Collected data

▬▬▬

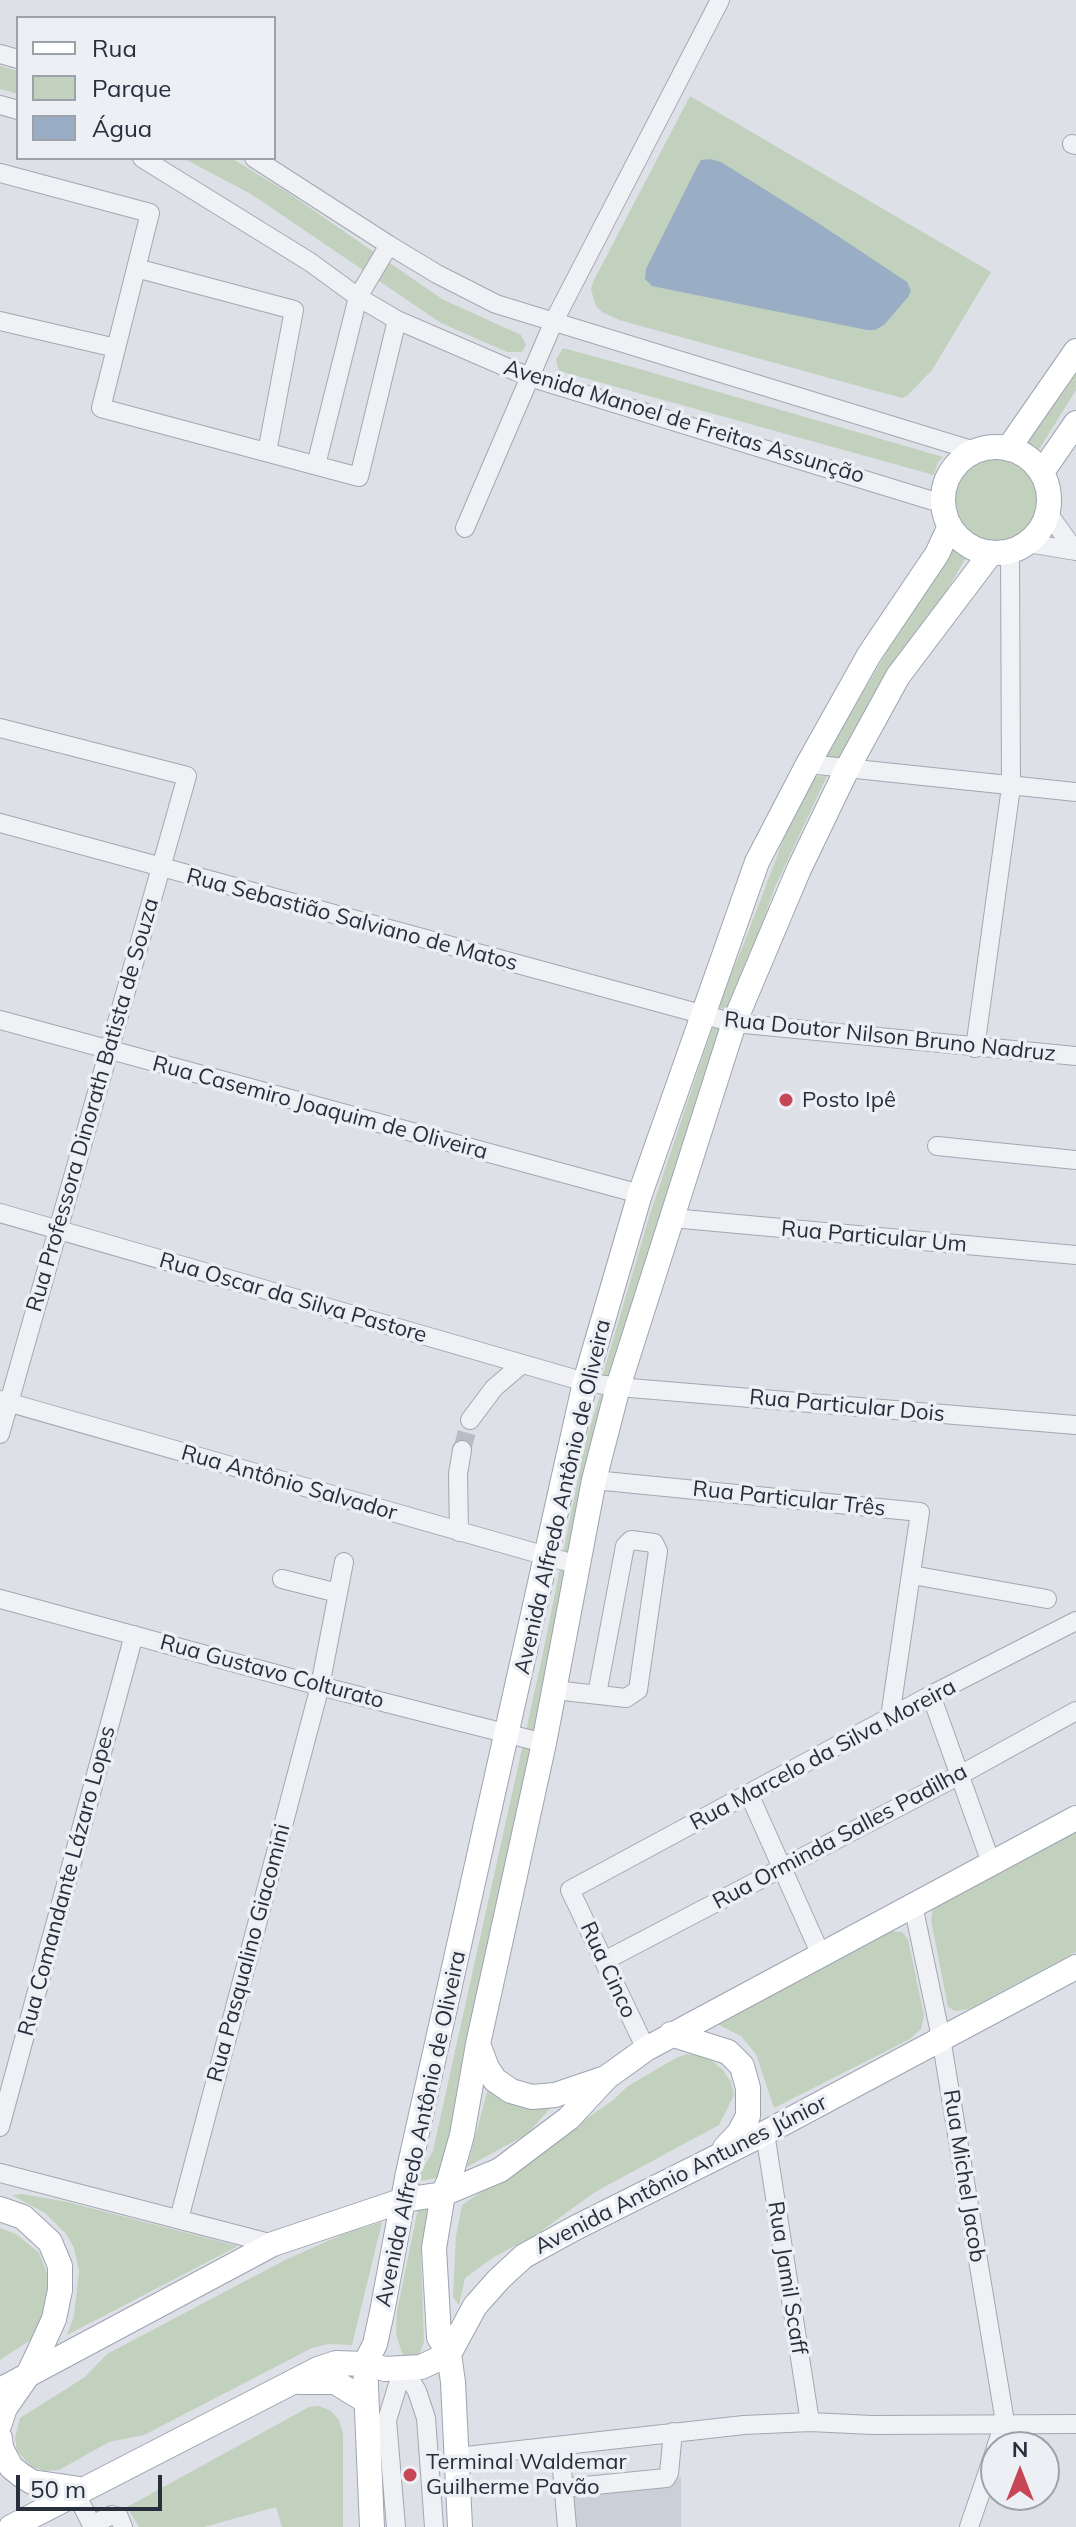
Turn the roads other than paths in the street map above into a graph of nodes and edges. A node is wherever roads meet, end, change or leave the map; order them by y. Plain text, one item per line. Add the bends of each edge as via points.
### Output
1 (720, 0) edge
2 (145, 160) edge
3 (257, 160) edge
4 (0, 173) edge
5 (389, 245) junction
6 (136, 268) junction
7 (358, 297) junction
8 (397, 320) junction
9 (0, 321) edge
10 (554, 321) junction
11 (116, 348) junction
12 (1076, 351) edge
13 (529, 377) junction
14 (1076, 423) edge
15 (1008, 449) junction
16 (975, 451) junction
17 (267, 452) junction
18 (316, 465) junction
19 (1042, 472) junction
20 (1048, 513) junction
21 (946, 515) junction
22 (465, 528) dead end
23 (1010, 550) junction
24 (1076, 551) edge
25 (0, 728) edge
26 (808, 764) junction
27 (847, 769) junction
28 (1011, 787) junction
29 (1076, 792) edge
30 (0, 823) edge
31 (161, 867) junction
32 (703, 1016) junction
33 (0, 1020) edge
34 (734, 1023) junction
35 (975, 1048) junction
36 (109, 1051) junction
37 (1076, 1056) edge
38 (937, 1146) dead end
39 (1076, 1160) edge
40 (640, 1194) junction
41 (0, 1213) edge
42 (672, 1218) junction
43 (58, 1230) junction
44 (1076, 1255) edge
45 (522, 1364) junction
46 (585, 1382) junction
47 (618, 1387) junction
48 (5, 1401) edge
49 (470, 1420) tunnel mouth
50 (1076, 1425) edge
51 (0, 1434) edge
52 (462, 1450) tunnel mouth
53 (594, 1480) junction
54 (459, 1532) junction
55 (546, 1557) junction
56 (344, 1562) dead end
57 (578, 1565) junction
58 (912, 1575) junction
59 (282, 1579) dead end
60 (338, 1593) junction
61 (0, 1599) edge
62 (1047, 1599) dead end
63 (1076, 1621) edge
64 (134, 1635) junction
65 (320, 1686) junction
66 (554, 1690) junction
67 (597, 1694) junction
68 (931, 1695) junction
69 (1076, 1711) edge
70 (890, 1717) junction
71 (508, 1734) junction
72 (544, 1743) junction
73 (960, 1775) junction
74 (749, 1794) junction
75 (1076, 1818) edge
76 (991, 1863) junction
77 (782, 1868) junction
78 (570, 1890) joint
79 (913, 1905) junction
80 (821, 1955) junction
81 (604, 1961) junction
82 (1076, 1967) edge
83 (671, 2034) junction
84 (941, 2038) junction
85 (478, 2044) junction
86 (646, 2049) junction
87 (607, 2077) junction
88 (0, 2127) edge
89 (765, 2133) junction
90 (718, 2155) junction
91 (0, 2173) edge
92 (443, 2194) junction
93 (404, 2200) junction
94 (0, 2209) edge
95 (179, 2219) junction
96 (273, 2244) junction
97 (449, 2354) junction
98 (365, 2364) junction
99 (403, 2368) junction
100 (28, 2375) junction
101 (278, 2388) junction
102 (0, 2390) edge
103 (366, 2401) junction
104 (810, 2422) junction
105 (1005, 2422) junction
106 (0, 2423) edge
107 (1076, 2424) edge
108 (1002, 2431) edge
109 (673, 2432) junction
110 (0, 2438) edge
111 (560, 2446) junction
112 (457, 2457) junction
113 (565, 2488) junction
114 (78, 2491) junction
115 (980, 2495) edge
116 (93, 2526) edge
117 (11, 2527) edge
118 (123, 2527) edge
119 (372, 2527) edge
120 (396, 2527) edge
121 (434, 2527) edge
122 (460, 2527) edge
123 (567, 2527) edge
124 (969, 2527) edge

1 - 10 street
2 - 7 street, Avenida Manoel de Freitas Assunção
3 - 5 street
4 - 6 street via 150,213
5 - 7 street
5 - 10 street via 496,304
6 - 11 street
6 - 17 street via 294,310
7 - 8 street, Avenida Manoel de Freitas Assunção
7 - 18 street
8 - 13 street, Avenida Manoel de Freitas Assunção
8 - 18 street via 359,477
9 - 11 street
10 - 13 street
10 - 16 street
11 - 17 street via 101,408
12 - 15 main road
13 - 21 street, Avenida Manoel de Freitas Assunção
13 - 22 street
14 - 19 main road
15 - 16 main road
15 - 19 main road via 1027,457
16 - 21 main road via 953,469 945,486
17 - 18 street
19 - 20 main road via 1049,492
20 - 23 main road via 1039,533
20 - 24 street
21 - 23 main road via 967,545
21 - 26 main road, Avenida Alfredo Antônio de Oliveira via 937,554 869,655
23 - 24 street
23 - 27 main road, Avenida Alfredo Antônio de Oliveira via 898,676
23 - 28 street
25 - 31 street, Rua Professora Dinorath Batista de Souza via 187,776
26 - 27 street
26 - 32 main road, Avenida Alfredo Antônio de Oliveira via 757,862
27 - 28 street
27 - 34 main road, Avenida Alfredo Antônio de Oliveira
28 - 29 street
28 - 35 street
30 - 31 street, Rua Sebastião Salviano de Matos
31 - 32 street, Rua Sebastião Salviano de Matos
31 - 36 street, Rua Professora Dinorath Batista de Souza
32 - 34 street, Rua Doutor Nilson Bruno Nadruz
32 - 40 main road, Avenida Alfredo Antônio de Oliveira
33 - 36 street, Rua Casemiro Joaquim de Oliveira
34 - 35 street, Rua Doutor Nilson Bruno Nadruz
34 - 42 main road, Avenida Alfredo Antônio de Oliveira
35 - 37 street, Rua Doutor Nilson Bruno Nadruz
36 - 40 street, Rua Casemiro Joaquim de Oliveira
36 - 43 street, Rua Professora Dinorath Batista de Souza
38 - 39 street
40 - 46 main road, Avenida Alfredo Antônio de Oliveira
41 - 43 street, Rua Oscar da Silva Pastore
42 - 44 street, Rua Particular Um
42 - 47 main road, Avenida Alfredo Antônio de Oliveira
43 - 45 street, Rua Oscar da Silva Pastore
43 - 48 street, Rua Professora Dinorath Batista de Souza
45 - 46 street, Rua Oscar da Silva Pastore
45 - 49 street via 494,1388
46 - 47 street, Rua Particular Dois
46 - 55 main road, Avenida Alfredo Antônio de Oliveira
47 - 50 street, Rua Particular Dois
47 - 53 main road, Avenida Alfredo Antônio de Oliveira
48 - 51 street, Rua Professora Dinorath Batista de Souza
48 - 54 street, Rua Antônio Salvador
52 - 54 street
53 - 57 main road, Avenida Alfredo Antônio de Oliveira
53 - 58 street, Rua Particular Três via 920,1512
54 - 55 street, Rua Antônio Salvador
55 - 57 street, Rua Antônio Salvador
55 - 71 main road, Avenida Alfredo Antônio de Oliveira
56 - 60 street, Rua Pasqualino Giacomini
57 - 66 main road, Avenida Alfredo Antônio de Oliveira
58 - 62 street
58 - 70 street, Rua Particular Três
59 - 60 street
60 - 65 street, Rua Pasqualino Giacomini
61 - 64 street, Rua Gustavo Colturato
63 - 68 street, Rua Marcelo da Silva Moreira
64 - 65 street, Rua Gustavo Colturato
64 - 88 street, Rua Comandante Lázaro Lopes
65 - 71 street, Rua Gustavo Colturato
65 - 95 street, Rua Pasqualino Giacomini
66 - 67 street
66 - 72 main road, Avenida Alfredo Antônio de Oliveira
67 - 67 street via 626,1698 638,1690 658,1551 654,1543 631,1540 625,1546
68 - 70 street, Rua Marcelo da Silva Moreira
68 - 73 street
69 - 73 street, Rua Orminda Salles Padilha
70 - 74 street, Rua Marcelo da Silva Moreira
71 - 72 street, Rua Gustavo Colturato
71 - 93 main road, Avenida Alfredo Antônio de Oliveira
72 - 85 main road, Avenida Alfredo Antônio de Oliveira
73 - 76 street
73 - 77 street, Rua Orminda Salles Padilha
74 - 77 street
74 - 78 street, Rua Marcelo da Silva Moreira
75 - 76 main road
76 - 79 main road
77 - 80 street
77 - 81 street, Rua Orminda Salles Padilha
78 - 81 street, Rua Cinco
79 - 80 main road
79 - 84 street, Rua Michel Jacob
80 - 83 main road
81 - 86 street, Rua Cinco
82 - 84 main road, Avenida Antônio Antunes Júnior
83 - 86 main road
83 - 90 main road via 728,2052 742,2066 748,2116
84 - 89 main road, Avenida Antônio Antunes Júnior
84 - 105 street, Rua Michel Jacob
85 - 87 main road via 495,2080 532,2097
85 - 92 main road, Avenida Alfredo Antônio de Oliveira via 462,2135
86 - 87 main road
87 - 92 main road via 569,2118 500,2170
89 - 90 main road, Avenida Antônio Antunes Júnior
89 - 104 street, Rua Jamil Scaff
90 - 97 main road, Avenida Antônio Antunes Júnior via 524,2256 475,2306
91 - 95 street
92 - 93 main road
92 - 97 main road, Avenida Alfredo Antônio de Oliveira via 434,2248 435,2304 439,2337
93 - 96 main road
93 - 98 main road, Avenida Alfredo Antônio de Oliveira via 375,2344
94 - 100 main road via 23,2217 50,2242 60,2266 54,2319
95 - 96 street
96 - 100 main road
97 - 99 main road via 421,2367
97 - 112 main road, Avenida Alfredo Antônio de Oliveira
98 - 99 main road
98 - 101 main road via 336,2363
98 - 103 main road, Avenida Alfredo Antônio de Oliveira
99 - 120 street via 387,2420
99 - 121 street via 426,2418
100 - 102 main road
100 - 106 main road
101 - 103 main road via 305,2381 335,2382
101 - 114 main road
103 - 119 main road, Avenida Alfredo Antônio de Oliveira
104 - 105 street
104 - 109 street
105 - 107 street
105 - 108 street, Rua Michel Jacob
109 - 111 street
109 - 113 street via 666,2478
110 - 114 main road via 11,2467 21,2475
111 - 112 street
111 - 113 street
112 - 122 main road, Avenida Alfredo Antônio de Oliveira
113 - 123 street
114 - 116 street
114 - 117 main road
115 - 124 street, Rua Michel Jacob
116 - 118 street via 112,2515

▬▬▬

» What to do
Line count for the string "Antunes": state how many lines in the data contain it, and output nothing else.

» Result of the task
4